Like England, Spain go into the game on the back of a slightly flattering victory that kept them top of their World Cup qualifying pool: in their case a 4-0 win over Macedonia on Saturday.
Lopetegui, 50, is unbeaten in five games since taking charge after Vicente del Bosque stepped down following their last-16 exit at the hands of Italy at Euro 2016.
Both coaches are expected to shuffle their starting XIs, but for Lopetegui necessity will be the mother of invention as he is without several first-team players.
Sergio Ramos, Gerard Pique, Jordi Alba, Andres Iniesta and Diego Costa are all absent and Alvaro Morata is a doubt after being forced off half an hour from full-time against Macedonia.
Sergi Roberto, Cesar Azpilicueta, Isco, Nolito, Juan Mata and Jose Callejon could all start, while Manchester United midfielder Ander Herrera is in line to make a belated senior debut aged 27.

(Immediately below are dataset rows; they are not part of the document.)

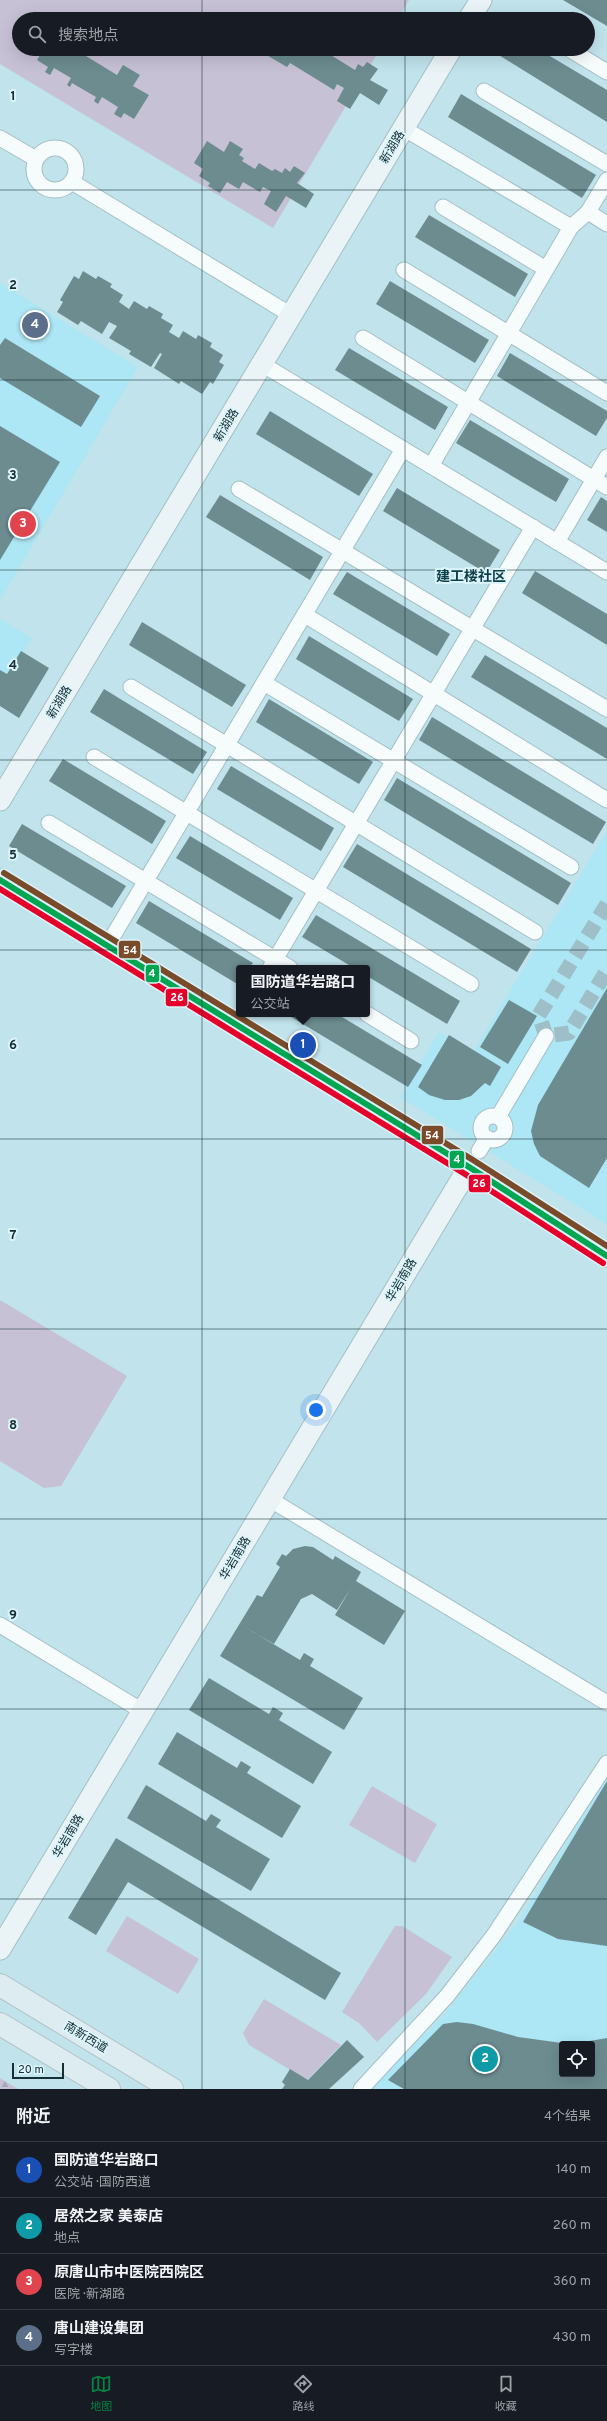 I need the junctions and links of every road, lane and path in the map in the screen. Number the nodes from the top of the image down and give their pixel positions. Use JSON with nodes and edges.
{"nodes":[{"id":1,"x":481,"y":0,"type":"edge"},
{"id":2,"x":473,"y":12,"type":"edge"},
{"id":3,"x":447,"y":56,"type":"edge"},
{"id":4,"x":581,"y":56,"type":"edge"},
{"id":5,"x":607,"y":72,"type":"edge"},
{"id":6,"x":484,"y":91,"type":"dead end"},
{"id":7,"x":403,"y":128,"type":"junction"},
{"id":8,"x":0,"y":138,"type":"edge"},
{"id":9,"x":36,"y":159,"type":"junction"},
{"id":10,"x":607,"y":164,"type":"edge"},
{"id":11,"x":607,"y":180,"type":"edge"},
{"id":12,"x":72,"y":182,"type":"junction"},
{"id":13,"x":443,"y":207,"type":"dead end"},
{"id":14,"x":588,"y":212,"type":"junction"},
{"id":15,"x":607,"y":224,"type":"edge"},
{"id":16,"x":571,"y":227,"type":"junction"},
{"id":17,"x":546,"y":269,"type":"junction"},
{"id":18,"x":404,"y":270,"type":"dead end"},
{"id":19,"x":291,"y":315,"type":"junction"},
{"id":20,"x":508,"y":333,"type":"junction"},
{"id":21,"x":363,"y":338,"type":"dead end"},
{"id":22,"x":262,"y":364,"type":"junction"},
{"id":23,"x":607,"y":393,"type":"edge"},
{"id":24,"x":469,"y":403,"type":"junction"},
{"id":25,"x":403,"y":449,"type":"junction"},
{"id":26,"x":607,"y":458,"type":"edge"},
{"id":27,"x":431,"y":466,"type":"junction"},
{"id":28,"x":601,"y":483,"type":"edge"},
{"id":29,"x":239,"y":489,"type":"dead end"},
{"id":30,"x":533,"y":527,"type":"junction"},
{"id":31,"x":557,"y":542,"type":"junction"},
{"id":32,"x":342,"y":551,"type":"junction"},
{"id":33,"x":607,"y":572,"type":"edge"},
{"id":34,"x":304,"y":615,"type":"junction"},
{"id":35,"x":472,"y":629,"type":"junction"},
{"id":36,"x":264,"y":683,"type":"junction"},
{"id":37,"x":131,"y":687,"type":"dead end"},
{"id":38,"x":433,"y":694,"type":"junction"},
{"id":39,"x":607,"y":709,"type":"edge"},
{"id":40,"x":227,"y":745,"type":"junction"},
{"id":41,"x":94,"y":757,"type":"dead end"},
{"id":42,"x":393,"y":761,"type":"junction"},
{"id":43,"x":0,"y":800,"type":"edge"},
{"id":44,"x":607,"y":800,"type":"edge"},
{"id":45,"x":187,"y":812,"type":"junction"},
{"id":46,"x":356,"y":823,"type":"junction"},
{"id":47,"x":49,"y":824,"type":"dead end"},
{"id":48,"x":571,"y":868,"type":"dead end"},
{"id":49,"x":0,"y":880,"type":"edge"},
{"id":50,"x":146,"y":882,"type":"junction"},
{"id":51,"x":316,"y":890,"type":"junction"},
{"id":52,"x":535,"y":932,"type":"dead end"},
{"id":53,"x":108,"y":946,"type":"junction"},
{"id":54,"x":273,"y":964,"type":"edge"},
{"id":55,"x":471,"y":984,"type":"dead end"},
{"id":56,"x":370,"y":1016,"type":"edge"},
{"id":57,"x":239,"y":1019,"type":"edge"},
{"id":58,"x":546,"y":1036,"type":"dead end"},
{"id":59,"x":411,"y":1041,"type":"dead end"},
{"id":60,"x":474,"y":1159,"type":"junction"},
{"id":61,"x":607,"y":1256,"type":"edge"},
{"id":62,"x":271,"y":1500,"type":"junction"},
{"id":63,"x":0,"y":1625,"type":"edge"},
{"id":64,"x":607,"y":1703,"type":"edge"},
{"id":65,"x":144,"y":1712,"type":"junction"},
{"id":66,"x":607,"y":1763,"type":"edge"},
{"id":67,"x":0,"y":1949,"type":"edge"},
{"id":68,"x":0,"y":1985,"type":"edge"},
{"id":69,"x":0,"y":2024,"type":"edge"},
{"id":70,"x":109,"y":2089,"type":"edge"},
{"id":71,"x":172,"y":2089,"type":"edge"},
{"id":72,"x":361,"y":2089,"type":"edge"}],
"edges":[{"from":1,"to":2,"type":"street"},
{"from":3,"to":7,"type":"street","name":"新湖路"},
{"from":4,"to":5,"type":"street"},
{"from":6,"to":10,"type":"street"},
{"from":7,"to":16,"type":"street"},
{"from":7,"to":19,"type":"street","name":"新湖路"},
{"from":8,"to":9,"type":"street"},
{"from":9,"to":12,"type":"street"},
{"from":9,"to":12,"type":"street"},
{"from":11,"to":14,"type":"street"},
{"from":12,"to":19,"type":"street"},
{"from":13,"to":17,"type":"street"},
{"from":14,"to":15,"type":"street"},
{"from":14,"to":16,"type":"street"},
{"from":16,"to":17,"type":"street"},
{"from":17,"to":20,"type":"street"},
{"from":18,"to":20,"type":"street"},
{"from":19,"to":22,"type":"street","name":"新湖路"},
{"from":20,"to":23,"type":"street"},
{"from":20,"to":24,"type":"street"},
{"from":21,"to":24,"type":"street"},
{"from":22,"to":25,"type":"street"},
{"from":22,"to":43,"type":"street","name":"新湖路"},
{"from":24,"to":27,"type":"street"},
{"from":24,"to":28,"type":"street"},
{"from":25,"to":27,"type":"street"},
{"from":25,"to":32,"type":"street"},
{"from":26,"to":28,"type":"street"},
{"from":27,"to":30,"type":"street"},
{"from":28,"to":31,"type":"street"},
{"from":29,"to":32,"type":"street"},
{"from":30,"to":31,"type":"street"},
{"from":30,"to":35,"type":"street"},
{"from":31,"to":33,"type":"street"},
{"from":32,"to":34,"type":"street"},
{"from":32,"to":35,"type":"street"},
{"from":34,"to":36,"type":"street"},
{"from":34,"to":38,"type":"street"},
{"from":35,"to":38,"type":"street"},
{"from":35,"to":39,"type":"street"},
{"from":36,"to":40,"type":"street"},
{"from":36,"to":42,"type":"street"},
{"from":37,"to":40,"type":"street"},
{"from":38,"to":42,"type":"street"},
{"from":38,"to":44,"type":"street"},
{"from":40,"to":45,"type":"street"},
{"from":40,"to":46,"type":"street"},
{"from":41,"to":45,"type":"street"},
{"from":42,"to":46,"type":"street"},
{"from":42,"to":48,"type":"street"},
{"from":45,"to":50,"type":"street"},
{"from":45,"to":51,"type":"street"},
{"from":46,"to":51,"type":"street"},
{"from":46,"to":52,"type":"street"},
{"from":47,"to":50,"type":"street"},
{"from":49,"to":53,"type":"street"},
{"from":50,"to":53,"type":"street"},
{"from":50,"to":54,"type":"street"},
{"from":51,"to":54,"type":"street"},
{"from":51,"to":55,"type":"street"},
{"from":53,"to":57,"type":"street"},
{"from":56,"to":59,"type":"street"},
{"from":57,"to":60,"type":"street"},
{"from":58,"to":60,"type":"street"},
{"from":60,"to":61,"type":"street"},
{"from":60,"to":62,"type":"street","name":"华岩南路"},
{"from":62,"to":64,"type":"street"},
{"from":62,"to":65,"type":"street","name":"华岩南路"},
{"from":63,"to":65,"type":"street"},
{"from":65,"to":67,"type":"street","name":"华岩南路"},
{"from":66,"to":72,"type":"street"},
{"from":68,"to":71,"type":"main road","name":"南新西道"},
{"from":69,"to":70,"type":"main road"}]} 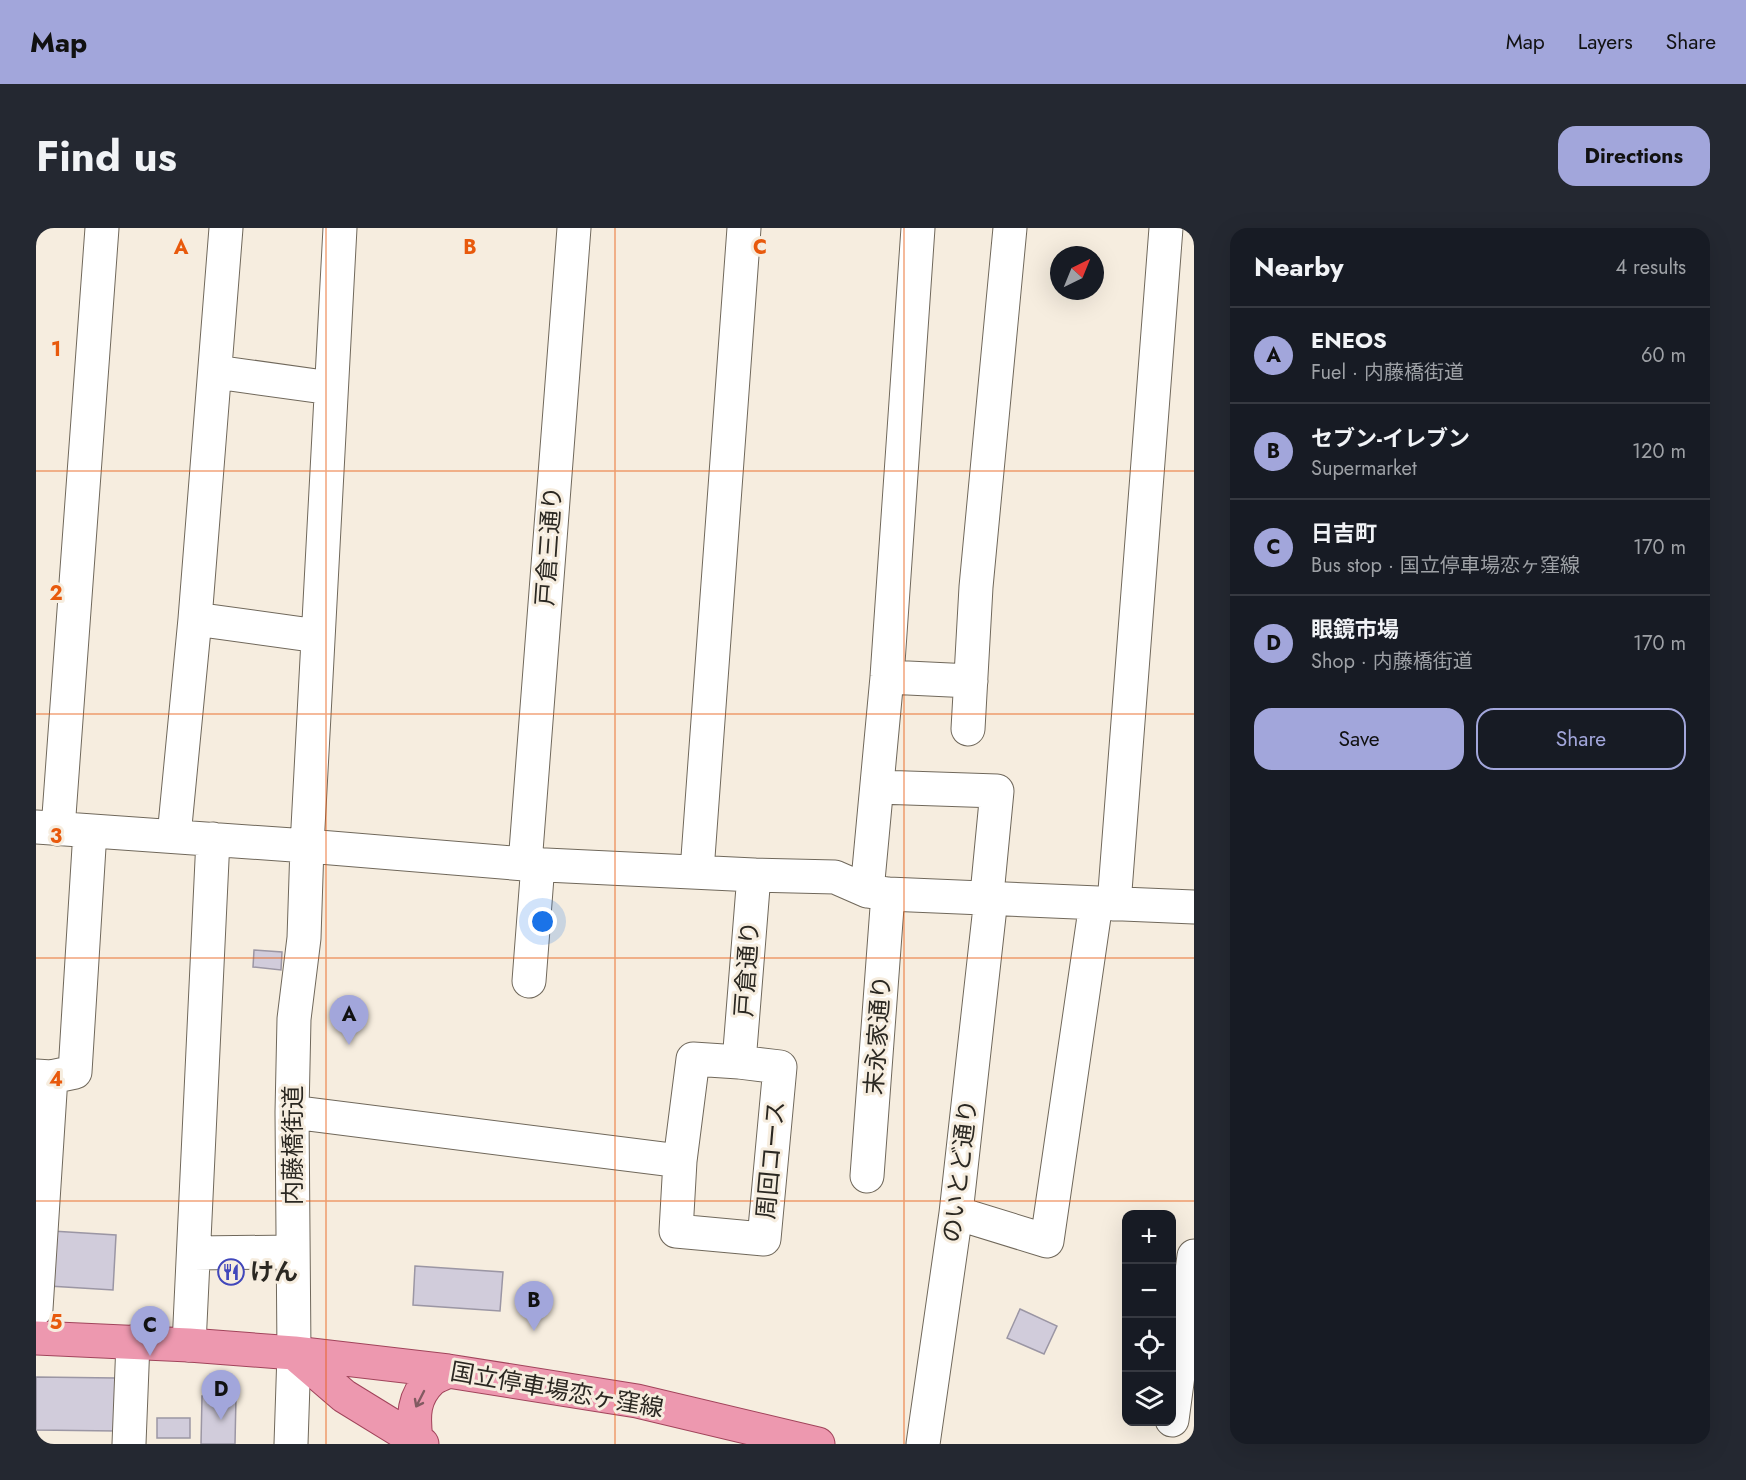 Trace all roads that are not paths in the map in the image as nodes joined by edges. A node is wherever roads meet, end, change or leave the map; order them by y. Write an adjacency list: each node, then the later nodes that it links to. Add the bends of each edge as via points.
1 (102, 228): 17 (street)
2 (226, 228): 9 (street)
3 (340, 228): 10 (street, 内藤橋街道)
4 (574, 228): 22 (street, 戸倉三通り)
5 (744, 228): 23 (street)
6 (918, 228): 13 (street, 末永家通り)
7 (1010, 228): 14 (street, via 976,587)
8 (1166, 228): 27 (street)
9 (216, 372): 10 (street); 11 (street)
10 (331, 388): 12 (street, 内藤橋街道)
11 (195, 619): 12 (street); 19 (street)
12 (318, 636): 21 (street, 内藤橋街道)
13 (887, 677): 14 (street); 16 (street, 末永家通り)
14 (971, 681): 15 (street)
15 (968, 729)
16 (878, 787): 25 (street, 末永家通り); 26 (street, のいとど通り, via 997,791 988,884)
17 (47, 828): 18 (street)
18 (90, 831): 19 (street); 31 (street, via 75,1072)
19 (174, 836): 20 (street)
20 (213, 838): 21 (street); 37 (street)
21 (307, 846): 22 (street); 32 (street, 内藤橋街道, via 304,938 294,1019)
22 (532, 864): 23 (street); 29 (street, 戸倉三通り)
23 (697, 871): 24 (street)
24 (754, 875): 25 (street, via 835,877); 30 (street, 戸倉通り)
25 (878, 892): 26 (street); 34 (street, 末永家通り)
26 (991, 898): 27 (street); 35 (street, のいとど通り)
27 (1105, 903): 28 (street); 35 (street, via 1047,1241)
28 (1194, 907)
29 (529, 981)
30 (739, 1062): 33 (street, via 693,1059); 33 (street, 周回コース, via 780,1067 764,1239 676,1231)
31 (43, 1076): 39 (street)
32 (292, 1112): 33 (street); 36 (street, 内藤橋街道)
33 (680, 1161)
34 (867, 1176)
35 (956, 1213): 51 (street, のいとど通り)
36 (293, 1252): 37 (street); 43 (street, 内藤橋街道)
37 (194, 1253): 42 (street)
38 (1194, 1256): 45 (street)
39 (36, 1309)
40 (36, 1338): 41 (main road, 国立停車場恋ヶ窪線)
41 (133, 1342): 42 (main road, 国立停車場恋ヶ窪線); 48 (street)
42 (189, 1345): 43 (main road, 国立停車場恋ヶ窪線)
43 (294, 1353): 44 (main road, 国立停車場恋ヶ窪線); 47 (main road, via 344,1396); 49 (street, 内藤橋街道)
44 (448, 1371): 47 (main road, one-way to 47, via 432,1380 417,1400 413,1418); 50 (main road, 国立停車場恋ヶ窪線, via 637,1401)
45 (1176, 1385)
46 (1170, 1426): 52 (street)
47 (419, 1441)
48 (129, 1444)
49 (291, 1444)
50 (818, 1444)
51 (923, 1444)
52 (1168, 1444)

“It is clear that the three points at stake were (against Macedonia) and now we have a fantastic game against a great national team like England,” said Lopetegui.
“We want to be competitive and play well, so whoever plays it will be a good 11.”
With Ramos and Pique sidelined, Lopetegui has been obliged to rely on an unconvincing centre-back pairing of Nacho and Marc Bartra, which will give hope to England’s forwards.
Dier’s Tottenham team-mate Harry Kane will not take part after he returned to his club to build up match fitness following a lay-off with an ankle injury.